Directions for this task —
Using the data below, copy out all lines with the word "Uttar".

[Collected data]
+++
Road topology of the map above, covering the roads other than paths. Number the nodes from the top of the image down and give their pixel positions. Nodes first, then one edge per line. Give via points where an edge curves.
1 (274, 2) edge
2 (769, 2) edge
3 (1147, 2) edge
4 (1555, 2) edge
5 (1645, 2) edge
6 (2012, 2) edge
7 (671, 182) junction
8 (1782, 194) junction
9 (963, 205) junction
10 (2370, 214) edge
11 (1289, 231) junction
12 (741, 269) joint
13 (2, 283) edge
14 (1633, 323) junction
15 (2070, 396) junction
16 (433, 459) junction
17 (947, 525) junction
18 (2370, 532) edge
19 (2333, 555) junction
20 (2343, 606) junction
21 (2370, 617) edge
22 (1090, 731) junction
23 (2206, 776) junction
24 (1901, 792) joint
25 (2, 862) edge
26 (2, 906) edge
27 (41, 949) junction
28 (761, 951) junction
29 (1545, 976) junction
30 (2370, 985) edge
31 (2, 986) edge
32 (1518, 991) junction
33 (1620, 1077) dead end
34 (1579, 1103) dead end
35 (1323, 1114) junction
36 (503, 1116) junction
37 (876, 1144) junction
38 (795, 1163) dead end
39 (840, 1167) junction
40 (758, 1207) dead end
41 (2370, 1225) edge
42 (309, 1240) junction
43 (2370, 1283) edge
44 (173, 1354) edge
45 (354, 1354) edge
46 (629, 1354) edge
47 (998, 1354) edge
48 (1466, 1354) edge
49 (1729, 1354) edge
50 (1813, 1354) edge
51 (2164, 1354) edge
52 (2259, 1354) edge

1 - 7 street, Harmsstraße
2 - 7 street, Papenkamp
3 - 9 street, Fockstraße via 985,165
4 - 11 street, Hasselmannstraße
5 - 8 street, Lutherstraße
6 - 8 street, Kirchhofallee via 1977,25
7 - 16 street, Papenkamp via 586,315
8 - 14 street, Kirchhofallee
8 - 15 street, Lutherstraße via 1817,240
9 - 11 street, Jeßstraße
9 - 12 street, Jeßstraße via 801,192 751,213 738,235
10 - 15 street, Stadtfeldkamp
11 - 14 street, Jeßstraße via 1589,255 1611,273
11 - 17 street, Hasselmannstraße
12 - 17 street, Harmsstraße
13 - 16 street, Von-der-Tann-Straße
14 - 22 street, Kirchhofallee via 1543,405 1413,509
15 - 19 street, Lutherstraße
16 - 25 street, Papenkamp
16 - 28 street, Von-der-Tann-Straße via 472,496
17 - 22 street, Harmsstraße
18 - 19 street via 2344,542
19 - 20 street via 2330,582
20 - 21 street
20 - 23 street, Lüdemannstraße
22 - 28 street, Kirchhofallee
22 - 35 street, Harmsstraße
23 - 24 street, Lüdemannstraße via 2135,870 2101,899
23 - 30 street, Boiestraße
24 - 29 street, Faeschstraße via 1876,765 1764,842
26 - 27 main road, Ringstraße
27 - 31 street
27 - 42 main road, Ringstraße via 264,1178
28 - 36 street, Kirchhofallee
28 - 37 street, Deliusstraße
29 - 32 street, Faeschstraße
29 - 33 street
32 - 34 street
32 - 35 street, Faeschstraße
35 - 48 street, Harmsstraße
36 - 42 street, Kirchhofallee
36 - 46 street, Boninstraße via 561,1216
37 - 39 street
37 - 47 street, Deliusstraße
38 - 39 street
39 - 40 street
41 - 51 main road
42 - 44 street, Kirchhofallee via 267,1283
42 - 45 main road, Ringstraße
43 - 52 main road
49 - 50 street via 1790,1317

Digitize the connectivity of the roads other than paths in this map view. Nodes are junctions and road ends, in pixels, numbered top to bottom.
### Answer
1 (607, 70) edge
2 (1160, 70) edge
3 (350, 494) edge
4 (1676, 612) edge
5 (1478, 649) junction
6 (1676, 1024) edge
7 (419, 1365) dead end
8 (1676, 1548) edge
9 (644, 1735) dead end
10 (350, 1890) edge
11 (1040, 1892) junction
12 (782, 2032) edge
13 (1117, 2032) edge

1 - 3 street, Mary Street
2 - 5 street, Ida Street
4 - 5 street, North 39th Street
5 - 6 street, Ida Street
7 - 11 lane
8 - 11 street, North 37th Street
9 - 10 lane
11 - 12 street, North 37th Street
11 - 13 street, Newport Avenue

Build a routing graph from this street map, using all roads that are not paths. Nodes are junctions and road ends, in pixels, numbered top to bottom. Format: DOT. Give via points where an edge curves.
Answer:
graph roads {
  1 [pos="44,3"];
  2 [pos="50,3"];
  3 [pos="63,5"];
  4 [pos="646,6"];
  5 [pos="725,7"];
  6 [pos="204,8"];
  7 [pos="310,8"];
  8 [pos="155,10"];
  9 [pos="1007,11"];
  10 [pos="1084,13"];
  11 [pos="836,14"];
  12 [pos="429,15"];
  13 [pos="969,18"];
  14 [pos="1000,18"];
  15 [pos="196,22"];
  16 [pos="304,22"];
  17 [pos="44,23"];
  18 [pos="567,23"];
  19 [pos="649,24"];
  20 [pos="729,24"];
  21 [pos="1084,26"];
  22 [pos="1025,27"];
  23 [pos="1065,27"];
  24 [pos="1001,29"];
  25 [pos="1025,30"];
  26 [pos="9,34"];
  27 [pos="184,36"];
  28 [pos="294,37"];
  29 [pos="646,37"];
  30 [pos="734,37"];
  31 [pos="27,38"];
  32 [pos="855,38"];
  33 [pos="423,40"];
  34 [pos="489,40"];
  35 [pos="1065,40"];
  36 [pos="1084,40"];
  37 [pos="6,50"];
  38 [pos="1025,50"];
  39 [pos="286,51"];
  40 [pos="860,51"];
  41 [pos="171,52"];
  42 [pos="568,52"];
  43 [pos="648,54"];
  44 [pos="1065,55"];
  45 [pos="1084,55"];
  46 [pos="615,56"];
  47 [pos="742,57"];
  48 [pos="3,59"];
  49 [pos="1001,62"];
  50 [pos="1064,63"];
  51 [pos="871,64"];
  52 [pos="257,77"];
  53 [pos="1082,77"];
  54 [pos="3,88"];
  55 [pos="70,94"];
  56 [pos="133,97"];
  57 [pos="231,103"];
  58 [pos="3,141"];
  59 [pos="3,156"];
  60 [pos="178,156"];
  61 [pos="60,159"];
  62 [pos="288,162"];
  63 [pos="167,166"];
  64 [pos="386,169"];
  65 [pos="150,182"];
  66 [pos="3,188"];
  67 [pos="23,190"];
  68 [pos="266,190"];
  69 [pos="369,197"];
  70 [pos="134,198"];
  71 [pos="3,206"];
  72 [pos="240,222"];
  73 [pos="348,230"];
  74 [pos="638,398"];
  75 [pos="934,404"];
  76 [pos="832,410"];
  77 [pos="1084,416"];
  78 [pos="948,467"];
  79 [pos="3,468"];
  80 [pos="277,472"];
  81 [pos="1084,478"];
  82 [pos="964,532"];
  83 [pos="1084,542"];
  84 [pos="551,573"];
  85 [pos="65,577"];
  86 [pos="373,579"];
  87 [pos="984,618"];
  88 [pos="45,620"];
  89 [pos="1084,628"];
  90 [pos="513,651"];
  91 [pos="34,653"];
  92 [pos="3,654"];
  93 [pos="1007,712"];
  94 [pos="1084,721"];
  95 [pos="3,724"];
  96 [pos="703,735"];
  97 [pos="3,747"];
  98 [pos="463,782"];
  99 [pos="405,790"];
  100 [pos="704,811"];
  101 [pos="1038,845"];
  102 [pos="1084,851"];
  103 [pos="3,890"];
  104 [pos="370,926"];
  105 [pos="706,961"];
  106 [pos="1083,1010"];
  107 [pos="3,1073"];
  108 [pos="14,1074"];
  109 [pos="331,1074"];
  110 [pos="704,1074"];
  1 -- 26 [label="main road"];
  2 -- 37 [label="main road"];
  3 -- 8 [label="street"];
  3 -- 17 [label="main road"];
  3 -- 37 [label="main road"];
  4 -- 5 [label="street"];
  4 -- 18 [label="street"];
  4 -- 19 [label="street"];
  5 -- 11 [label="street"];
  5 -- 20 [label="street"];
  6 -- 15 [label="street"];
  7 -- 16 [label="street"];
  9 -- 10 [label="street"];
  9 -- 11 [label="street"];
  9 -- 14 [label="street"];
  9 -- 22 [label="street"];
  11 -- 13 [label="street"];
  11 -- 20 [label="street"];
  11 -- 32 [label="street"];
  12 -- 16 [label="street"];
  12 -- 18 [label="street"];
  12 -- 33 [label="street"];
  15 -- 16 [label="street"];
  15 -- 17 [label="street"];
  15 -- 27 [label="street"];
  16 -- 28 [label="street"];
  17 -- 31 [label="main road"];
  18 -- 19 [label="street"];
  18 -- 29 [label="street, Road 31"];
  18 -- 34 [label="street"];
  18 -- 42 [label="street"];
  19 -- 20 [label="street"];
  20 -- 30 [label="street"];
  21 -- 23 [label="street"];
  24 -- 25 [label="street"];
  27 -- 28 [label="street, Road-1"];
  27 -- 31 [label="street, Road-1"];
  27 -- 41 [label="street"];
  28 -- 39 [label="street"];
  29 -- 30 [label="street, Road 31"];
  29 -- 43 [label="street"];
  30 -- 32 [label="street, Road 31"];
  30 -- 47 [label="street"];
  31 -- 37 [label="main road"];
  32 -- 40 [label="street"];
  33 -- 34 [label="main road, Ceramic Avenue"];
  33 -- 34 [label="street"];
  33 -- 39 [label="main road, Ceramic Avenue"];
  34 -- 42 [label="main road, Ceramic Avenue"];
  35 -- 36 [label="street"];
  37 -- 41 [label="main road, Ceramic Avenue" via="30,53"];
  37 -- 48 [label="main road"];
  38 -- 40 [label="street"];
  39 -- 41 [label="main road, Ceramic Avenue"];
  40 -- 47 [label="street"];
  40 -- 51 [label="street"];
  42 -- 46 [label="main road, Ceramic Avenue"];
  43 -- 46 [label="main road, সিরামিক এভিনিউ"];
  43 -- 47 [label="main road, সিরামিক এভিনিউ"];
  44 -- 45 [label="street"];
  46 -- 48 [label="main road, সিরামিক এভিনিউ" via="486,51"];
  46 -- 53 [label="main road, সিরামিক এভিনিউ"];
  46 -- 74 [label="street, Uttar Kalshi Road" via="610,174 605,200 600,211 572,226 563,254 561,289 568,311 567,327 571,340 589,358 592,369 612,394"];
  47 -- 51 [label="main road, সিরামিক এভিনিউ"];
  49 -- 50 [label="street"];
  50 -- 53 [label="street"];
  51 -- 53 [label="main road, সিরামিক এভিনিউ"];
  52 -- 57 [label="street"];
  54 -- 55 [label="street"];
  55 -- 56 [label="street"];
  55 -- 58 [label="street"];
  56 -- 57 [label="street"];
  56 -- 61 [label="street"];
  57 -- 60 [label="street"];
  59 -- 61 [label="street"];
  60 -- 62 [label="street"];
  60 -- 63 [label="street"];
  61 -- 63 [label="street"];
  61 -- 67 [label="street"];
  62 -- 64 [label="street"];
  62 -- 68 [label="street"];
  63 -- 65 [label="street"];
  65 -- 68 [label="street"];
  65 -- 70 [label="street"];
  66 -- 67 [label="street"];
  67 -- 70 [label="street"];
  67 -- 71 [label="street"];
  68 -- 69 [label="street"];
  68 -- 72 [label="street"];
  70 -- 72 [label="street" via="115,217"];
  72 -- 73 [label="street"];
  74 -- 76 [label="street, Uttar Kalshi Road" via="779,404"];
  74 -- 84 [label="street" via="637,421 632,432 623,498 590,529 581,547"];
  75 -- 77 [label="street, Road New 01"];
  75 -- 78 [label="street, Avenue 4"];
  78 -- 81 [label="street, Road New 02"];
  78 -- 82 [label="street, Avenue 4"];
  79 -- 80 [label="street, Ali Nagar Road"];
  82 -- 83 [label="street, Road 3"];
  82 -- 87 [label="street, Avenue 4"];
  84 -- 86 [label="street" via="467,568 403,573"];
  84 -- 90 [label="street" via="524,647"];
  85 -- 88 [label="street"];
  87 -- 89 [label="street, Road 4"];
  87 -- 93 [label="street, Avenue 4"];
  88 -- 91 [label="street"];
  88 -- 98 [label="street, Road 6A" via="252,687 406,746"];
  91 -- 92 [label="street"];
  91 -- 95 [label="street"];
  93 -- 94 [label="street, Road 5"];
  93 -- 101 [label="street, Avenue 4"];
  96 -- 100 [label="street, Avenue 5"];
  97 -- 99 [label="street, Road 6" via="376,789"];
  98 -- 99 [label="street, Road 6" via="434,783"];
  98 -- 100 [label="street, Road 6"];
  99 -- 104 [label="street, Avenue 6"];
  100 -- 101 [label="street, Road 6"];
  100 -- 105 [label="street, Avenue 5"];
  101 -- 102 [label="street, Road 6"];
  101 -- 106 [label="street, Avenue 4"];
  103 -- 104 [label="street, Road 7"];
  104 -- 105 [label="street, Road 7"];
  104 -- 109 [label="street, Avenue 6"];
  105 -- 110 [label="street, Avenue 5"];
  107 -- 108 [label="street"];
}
+++
Reply —
  46 -- 74 [label="street, Uttar Kalshi Road" via="610,174 605,200 600,211 572,226 563,254 561,289 568,311 567,327 571,340 589,358 592,369 612,394"];
  74 -- 76 [label="street, Uttar Kalshi Road" via="779,404"];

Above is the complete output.